A quite wondrous reminder that those cottage hospitals existed before the NHS did. And the hospital bed, the doctors, nurses and so on. Even, maternity services.
As all should know but too few do the first NHS built hospital opened in 1963.
And that cottage hospital she was born in?
The Amman Valley Hospital was once a private house named “Frondeg” and home to the family of William (Gwylim) Rees; manager of Amman Tinplate works at Garnant. Sometime later it became the home of the Folland family. Henry Folland made his fortune in the tinplate industry and the family moved to Black Pill in Swansea in the first half of the 1920’s. More information on the Folland Family can be found on the “Mr and Mrs Henry Folland” page on this site.

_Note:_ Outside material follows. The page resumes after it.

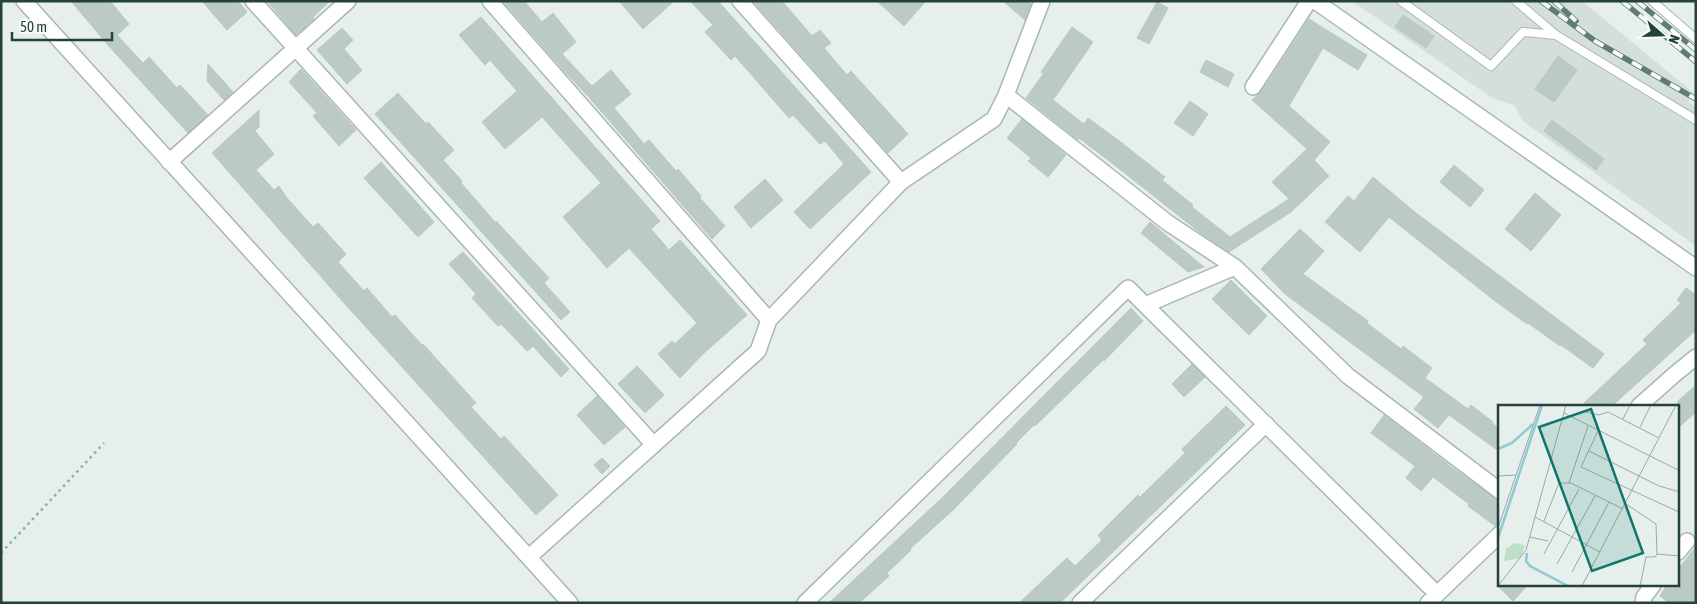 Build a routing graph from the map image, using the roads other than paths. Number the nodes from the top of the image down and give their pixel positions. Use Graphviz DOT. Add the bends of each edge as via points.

Before Henry Folland ventured on holiday to Egypt in the spring of 1926, he informed his wife that on his return, he wished to donate their former home on what was then Horny Road, Glanamman, to the community, in order that it be used as a much needed hospital. The family’s intention had already been announced by the wife of county councillor John Phillips at a concert two years previously in February of 1924. Unfortunately, Henry Folland died in Egypt and it was left to his wife, Lilly Folland, to carry out his wishes.
While the various committees in the area were still trying to decide which sort of service the new hospital should provide, Mrs Folland was more focused. Her vision was that of her former home acting as a fully equipped cottage hospital, providing as many services as possible to the sick and injured of the area. Swansea General Hospital at the time, was overcrowded. At her own expense, Mrs Folland, by 1929, had proceeded to turn Frondeg into a twelve bed self contained hospital.
Fundraising continued through the efforts of various committees in the locality and the hospital was able to start its life with a credit balance of £12,000, including the donations by the Folland family.
That’s how the NHS was founded. By nationalising previously extant medical infrastructure, in this instance charitably funded such. Well done to Nye Bevan of course, just abstracting into the State what already existed.